→ What the exercise asks: Line count for "played": state how many lines of the listing below contain it, without anything else.

##########

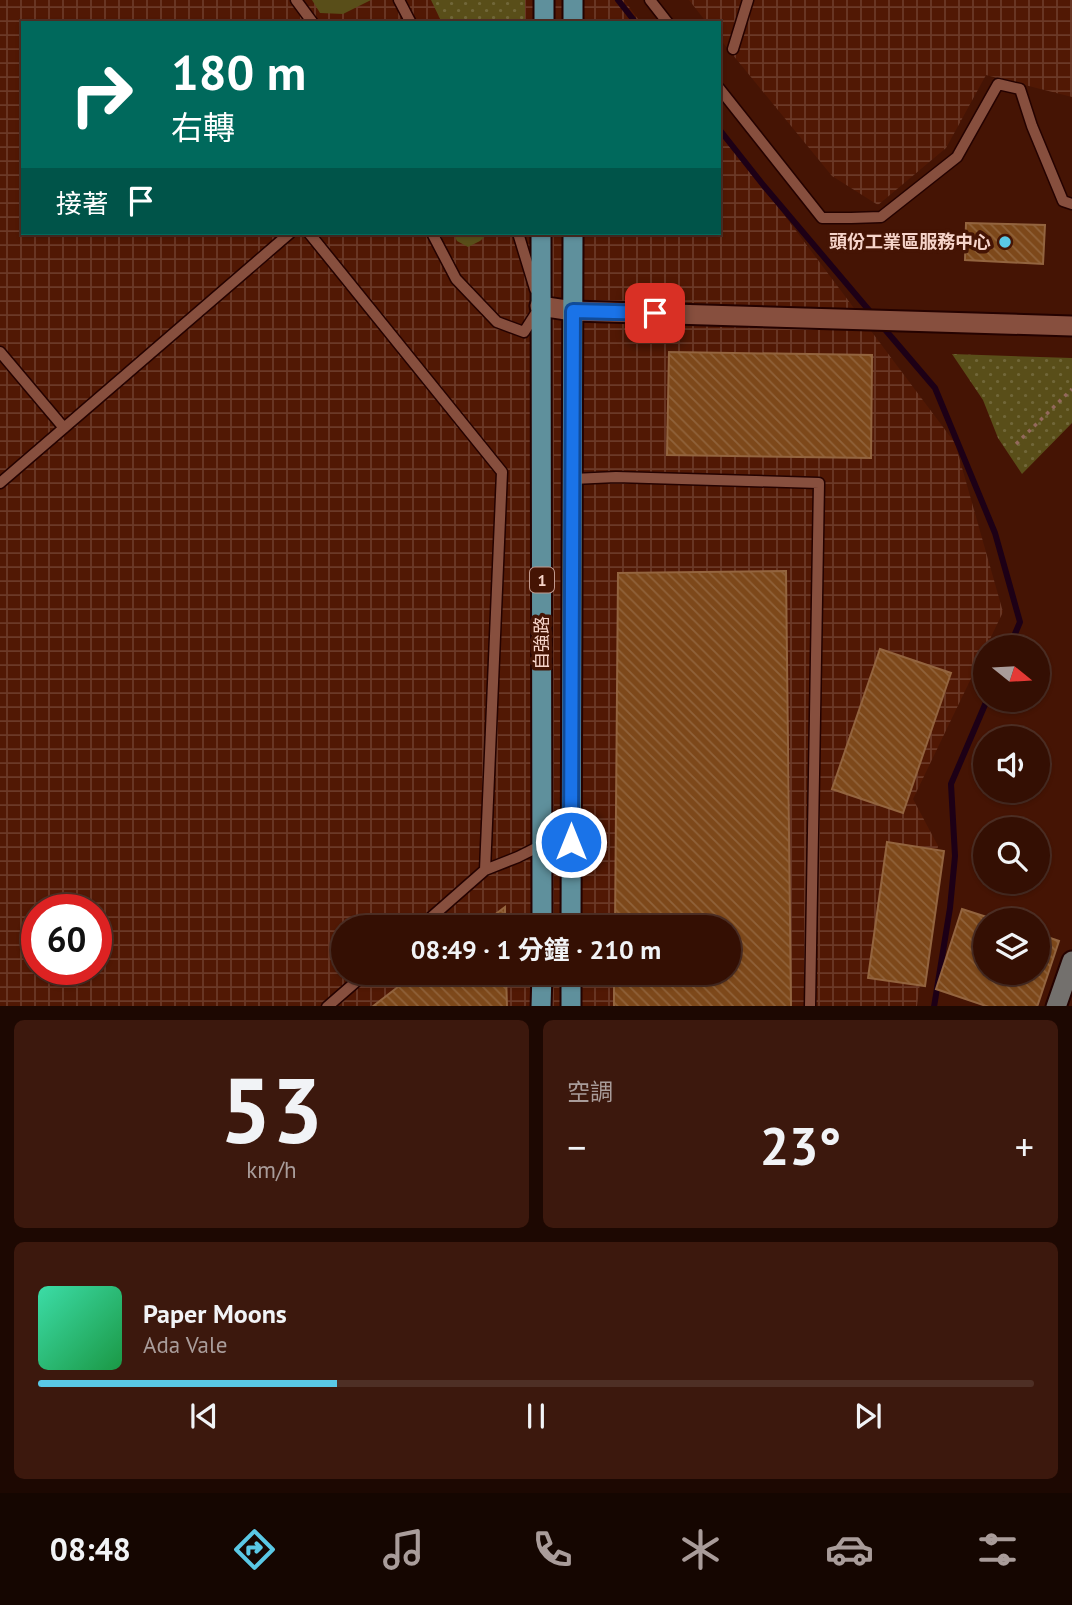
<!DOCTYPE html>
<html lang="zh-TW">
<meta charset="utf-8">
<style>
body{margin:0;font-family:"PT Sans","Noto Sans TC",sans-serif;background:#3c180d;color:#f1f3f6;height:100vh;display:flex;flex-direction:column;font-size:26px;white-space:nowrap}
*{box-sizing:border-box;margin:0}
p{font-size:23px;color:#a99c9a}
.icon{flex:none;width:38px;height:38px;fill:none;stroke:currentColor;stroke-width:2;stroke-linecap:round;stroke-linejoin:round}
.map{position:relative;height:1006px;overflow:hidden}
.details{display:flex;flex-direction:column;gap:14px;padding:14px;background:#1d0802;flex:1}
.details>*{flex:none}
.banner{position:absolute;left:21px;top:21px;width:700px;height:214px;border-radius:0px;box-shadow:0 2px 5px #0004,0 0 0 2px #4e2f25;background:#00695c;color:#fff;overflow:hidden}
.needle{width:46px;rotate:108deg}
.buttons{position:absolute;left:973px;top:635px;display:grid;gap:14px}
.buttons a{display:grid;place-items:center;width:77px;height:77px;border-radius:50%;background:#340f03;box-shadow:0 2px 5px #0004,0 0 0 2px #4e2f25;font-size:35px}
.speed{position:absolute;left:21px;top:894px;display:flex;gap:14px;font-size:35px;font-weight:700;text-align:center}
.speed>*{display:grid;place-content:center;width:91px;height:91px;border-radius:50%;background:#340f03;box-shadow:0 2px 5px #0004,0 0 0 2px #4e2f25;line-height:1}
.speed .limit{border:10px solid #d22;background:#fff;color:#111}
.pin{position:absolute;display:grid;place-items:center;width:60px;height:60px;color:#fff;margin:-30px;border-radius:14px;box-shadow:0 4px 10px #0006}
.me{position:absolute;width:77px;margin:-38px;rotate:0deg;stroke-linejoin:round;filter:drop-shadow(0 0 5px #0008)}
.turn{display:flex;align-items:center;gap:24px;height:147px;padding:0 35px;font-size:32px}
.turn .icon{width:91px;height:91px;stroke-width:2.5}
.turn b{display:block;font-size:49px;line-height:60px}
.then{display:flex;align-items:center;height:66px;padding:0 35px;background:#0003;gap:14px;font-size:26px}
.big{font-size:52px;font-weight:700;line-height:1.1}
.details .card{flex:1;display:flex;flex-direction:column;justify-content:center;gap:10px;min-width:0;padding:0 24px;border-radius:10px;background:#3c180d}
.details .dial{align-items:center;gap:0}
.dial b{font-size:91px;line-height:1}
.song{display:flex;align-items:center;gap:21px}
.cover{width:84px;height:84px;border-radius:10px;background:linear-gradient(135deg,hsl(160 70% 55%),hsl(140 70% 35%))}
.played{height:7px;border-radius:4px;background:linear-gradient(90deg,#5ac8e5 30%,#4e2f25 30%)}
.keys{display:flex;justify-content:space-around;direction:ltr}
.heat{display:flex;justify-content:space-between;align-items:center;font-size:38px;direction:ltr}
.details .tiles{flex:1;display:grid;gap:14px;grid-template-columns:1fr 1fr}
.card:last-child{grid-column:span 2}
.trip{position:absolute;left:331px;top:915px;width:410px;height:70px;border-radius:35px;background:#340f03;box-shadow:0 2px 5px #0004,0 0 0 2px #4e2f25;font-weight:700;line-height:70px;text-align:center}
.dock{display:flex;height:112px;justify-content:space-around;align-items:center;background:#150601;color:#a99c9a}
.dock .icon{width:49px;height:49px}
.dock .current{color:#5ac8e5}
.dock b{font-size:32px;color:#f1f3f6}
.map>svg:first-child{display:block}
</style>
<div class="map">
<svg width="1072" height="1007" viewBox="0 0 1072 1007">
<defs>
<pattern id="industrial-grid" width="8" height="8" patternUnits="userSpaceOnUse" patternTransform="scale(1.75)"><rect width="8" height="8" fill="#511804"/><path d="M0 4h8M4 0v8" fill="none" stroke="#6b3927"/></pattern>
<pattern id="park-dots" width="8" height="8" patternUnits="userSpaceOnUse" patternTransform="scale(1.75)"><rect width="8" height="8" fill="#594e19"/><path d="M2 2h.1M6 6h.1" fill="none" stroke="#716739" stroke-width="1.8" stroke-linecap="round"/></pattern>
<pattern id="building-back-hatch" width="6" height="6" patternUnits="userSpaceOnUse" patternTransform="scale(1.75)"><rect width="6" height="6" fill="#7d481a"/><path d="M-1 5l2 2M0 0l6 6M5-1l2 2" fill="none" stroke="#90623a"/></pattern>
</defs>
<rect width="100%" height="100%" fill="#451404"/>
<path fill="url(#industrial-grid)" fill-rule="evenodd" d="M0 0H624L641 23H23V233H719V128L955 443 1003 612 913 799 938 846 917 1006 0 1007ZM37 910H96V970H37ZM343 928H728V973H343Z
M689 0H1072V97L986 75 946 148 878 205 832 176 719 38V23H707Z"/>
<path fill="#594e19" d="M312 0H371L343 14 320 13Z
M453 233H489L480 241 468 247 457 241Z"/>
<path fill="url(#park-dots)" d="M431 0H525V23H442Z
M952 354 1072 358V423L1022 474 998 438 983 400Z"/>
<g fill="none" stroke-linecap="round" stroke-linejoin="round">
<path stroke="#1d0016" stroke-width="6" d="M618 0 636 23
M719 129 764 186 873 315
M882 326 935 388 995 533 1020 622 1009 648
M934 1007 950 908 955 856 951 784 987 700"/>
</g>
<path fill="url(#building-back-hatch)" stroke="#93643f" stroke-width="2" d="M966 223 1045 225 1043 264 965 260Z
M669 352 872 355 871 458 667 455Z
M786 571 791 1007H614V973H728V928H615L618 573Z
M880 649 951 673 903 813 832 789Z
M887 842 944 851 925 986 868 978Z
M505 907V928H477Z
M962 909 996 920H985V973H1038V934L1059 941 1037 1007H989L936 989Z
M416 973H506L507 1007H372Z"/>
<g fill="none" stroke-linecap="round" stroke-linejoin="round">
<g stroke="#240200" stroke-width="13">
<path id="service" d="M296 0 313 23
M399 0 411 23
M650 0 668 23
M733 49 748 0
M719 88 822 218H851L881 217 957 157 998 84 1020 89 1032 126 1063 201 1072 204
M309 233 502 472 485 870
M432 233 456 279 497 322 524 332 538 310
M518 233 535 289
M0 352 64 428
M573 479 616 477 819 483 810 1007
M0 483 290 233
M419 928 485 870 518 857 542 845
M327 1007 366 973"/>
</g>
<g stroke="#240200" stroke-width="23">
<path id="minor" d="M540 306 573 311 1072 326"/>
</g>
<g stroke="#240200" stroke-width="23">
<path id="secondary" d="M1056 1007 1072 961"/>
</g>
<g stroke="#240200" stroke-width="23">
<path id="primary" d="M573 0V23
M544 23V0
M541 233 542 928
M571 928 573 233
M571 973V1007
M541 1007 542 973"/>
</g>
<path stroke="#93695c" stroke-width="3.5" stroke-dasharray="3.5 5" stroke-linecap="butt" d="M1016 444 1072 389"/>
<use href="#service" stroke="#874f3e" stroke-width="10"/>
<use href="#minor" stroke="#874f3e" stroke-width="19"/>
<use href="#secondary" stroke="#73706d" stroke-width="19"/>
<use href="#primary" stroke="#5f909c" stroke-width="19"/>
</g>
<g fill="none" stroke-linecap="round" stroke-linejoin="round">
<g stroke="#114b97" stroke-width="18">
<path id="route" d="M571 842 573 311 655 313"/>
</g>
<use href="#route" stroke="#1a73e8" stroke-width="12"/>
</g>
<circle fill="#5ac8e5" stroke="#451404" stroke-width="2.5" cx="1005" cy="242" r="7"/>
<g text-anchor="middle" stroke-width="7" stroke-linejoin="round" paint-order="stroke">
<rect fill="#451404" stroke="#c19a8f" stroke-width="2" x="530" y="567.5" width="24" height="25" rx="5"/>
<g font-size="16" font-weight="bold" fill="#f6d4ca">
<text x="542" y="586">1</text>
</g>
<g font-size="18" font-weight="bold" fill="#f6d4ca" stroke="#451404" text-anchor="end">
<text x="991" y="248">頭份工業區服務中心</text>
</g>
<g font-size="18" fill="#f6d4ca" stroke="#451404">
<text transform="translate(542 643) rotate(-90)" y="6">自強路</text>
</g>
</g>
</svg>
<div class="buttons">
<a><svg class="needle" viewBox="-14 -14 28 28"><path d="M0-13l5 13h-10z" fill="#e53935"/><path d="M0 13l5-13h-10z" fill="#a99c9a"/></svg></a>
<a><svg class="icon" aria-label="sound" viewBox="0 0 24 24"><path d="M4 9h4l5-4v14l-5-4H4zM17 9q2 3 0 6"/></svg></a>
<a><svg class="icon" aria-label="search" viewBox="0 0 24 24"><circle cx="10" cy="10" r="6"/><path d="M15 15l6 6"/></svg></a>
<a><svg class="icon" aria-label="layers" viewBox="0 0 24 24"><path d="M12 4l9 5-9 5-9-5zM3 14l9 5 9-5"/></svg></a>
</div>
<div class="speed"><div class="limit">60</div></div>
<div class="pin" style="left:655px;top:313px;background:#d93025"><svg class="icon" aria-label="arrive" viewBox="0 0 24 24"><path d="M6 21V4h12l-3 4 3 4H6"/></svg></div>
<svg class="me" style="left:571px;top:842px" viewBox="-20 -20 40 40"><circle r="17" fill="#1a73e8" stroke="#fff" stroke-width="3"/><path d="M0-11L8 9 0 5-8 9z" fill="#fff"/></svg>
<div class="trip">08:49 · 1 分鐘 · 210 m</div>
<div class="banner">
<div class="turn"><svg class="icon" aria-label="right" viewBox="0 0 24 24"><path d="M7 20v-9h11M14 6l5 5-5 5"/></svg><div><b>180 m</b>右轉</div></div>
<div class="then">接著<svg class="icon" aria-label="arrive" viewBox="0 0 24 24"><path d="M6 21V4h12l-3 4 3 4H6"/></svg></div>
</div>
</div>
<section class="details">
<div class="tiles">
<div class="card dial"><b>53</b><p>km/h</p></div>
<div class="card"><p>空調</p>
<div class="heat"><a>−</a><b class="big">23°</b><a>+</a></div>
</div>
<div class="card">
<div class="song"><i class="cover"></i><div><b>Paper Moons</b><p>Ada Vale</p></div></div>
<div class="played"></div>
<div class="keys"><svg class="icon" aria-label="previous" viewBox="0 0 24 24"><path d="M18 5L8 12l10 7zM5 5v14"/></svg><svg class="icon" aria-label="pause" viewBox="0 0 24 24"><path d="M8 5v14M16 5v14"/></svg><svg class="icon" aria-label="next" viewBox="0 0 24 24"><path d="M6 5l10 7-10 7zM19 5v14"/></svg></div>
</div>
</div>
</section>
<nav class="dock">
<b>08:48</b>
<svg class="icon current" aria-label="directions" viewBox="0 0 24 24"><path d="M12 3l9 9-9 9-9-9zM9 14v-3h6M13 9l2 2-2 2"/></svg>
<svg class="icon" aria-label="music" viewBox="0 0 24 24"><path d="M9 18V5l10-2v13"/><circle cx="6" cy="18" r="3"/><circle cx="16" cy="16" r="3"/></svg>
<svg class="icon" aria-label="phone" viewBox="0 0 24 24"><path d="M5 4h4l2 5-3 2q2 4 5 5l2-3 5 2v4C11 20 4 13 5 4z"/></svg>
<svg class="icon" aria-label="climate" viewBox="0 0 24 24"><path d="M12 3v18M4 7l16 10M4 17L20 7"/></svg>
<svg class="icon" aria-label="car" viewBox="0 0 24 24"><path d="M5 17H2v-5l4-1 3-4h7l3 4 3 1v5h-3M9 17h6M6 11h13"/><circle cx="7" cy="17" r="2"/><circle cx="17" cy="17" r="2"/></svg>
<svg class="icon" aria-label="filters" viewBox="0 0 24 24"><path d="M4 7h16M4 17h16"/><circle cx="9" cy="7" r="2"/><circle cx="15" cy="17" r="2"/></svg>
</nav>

##########

→ Answer section: 2